Le remplacement des bâches a certes été pris en charge en 2022 par la société KAUFMAN ET BROAD PROMOTION 8, mais celle-ci n'a pas explicitement reconnu sa responsabilité décennale et la conteste désormais si bien que le risque de dommage imminent ne peut lui être imputé au stade du référé.
S'agissant enfin de la résistance abusive imputée à la société KAUFMAN ET BROAD PROMOTION 8, elle n'est pas caractérisée en l'absence de preuve d'une obligation non sérieusement contestable à sa charge.
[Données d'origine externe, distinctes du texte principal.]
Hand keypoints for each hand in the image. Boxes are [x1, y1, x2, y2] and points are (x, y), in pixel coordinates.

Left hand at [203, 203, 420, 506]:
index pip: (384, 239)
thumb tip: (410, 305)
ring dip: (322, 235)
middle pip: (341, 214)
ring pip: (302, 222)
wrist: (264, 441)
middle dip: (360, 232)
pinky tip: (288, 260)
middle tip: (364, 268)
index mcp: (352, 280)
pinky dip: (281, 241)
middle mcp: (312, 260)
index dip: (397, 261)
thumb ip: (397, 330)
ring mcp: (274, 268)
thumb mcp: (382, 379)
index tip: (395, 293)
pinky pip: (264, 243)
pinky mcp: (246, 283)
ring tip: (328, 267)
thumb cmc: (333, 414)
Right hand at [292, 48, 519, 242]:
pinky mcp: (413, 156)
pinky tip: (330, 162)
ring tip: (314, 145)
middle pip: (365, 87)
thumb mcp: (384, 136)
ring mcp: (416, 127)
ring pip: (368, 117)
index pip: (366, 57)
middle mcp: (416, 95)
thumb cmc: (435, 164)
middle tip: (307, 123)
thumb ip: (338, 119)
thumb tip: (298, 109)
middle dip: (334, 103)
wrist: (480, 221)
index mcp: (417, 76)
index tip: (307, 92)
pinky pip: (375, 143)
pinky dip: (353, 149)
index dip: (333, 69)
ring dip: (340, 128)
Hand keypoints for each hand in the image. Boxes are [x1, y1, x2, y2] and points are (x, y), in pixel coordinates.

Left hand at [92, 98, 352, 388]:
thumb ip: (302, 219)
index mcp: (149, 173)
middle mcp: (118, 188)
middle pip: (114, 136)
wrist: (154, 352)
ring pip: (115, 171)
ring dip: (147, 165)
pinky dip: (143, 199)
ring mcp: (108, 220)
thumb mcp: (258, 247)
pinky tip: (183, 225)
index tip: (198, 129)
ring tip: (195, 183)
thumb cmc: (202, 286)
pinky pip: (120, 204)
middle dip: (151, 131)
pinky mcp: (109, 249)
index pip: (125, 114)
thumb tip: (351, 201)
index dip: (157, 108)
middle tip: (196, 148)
Les conditions des articles 834 et 835 du code de procédure civile ne sont pas réunies et il n'y a en conséquence pas lieu à référé. Les requérants seront déboutés de l'intégralité de leurs demandes. Les demandes subsidiaires des défenderesses sont sans objet.
Sur les demandes accessoires
Les dépens de l'instance seront laissés à la charge des parties perdantes, à savoir :
-des époux [J], des époux [O] et du syndicat des copropriétaires de la copropriété [Adresse 6] pour l'instance RG 24/01703 ;
-de la société KAUFMAN ET BROAD PROMOTION 8 pour l'instance RG 24/02711 diligentée de sa propre initiative au titre de recours en garantie finalement sans objet.
Les dépens ne comprendront pas les frais de l'expertise judiciaire dans la mesure où celle-ci peut servir de fondement à une éventuelle action au fond.
Il sera accordé à Maître François AUBERT le droit au recouvrement direct des dépens de l'instance dans les conditions de l'article 699 du code de procédure civile.
L'équité ne commande pas de condamner l'une des parties de payer à une autre ses frais irrépétibles. Il ne sera pas fait application des dispositions de l'article 700 du code de procédure civile et les parties seront déboutées de leurs demandes à ce titre.
PAR CES MOTIFS
Nous, juge des référés, statuant après débats en audience publique, par décision contradictoire mise à disposition au greffe, exécutoire de droit et en premier ressort :
REJETONS les fins de non-recevoir présentées par la SNC KAUFMAN ET BROAD PROMOTION 8 et par la SA MMA IARD, en qualité d'assureur de la SAS JD CHARPENTE COUVERTURE, sur les actions des requérants et DECLARONS Monsieur [W] [O], Madame [Z] [X] épouse [O], Monsieur [S] [J], Madame [L] [G] épouse [J] et le syndicat des copropriétaires de la copropriété [Adresse 6], représenté par son syndic en exercice le cabinet immobilier CITYA MER ET SOLEIL, recevables en leur action à la présente instance.
DISONS n'y avoir lieu à référé sur l'intégralité des demandes et DEBOUTONS Monsieur [W] [O], Madame [Z] [X] épouse [O], Monsieur [S] [J], Madame [L] [G] épouse [J] et le syndicat des copropriétaires de la copropriété [Adresse 6], représenté par son syndic en exercice le cabinet immobilier CITYA MER ET SOLEIL, de l'ensemble de leurs demandes.
LAISSONS à Monsieur [W] [O], Madame [Z] [X] épouse [O], Monsieur [S] [J], Madame [L] [G] épouse [J] et le syndicat des copropriétaires de la copropriété [Adresse 6], représenté par son syndic en exercice le cabinet immobilier CITYA MER ET SOLEIL, la charge des dépens de l'instance RG 24/01703.
LAISSONS à la SNC KAUFMAN ET BROAD PROMOTION 8 la charge des dépens de l'instance RG 24/02711.
ACCORDONS à Maître François AUBERT le droit au recouvrement direct des dépens de l'instance dans les conditions de l'article 699 du code de procédure civile.
DISONS n'y avoir lieu à application des dispositions de l'article 700 du code de procédure civile.
REJETONS le surplus des demandes.
Ainsi jugé et prononcé par mise à disposition au greffe les jour, mois, an susdits.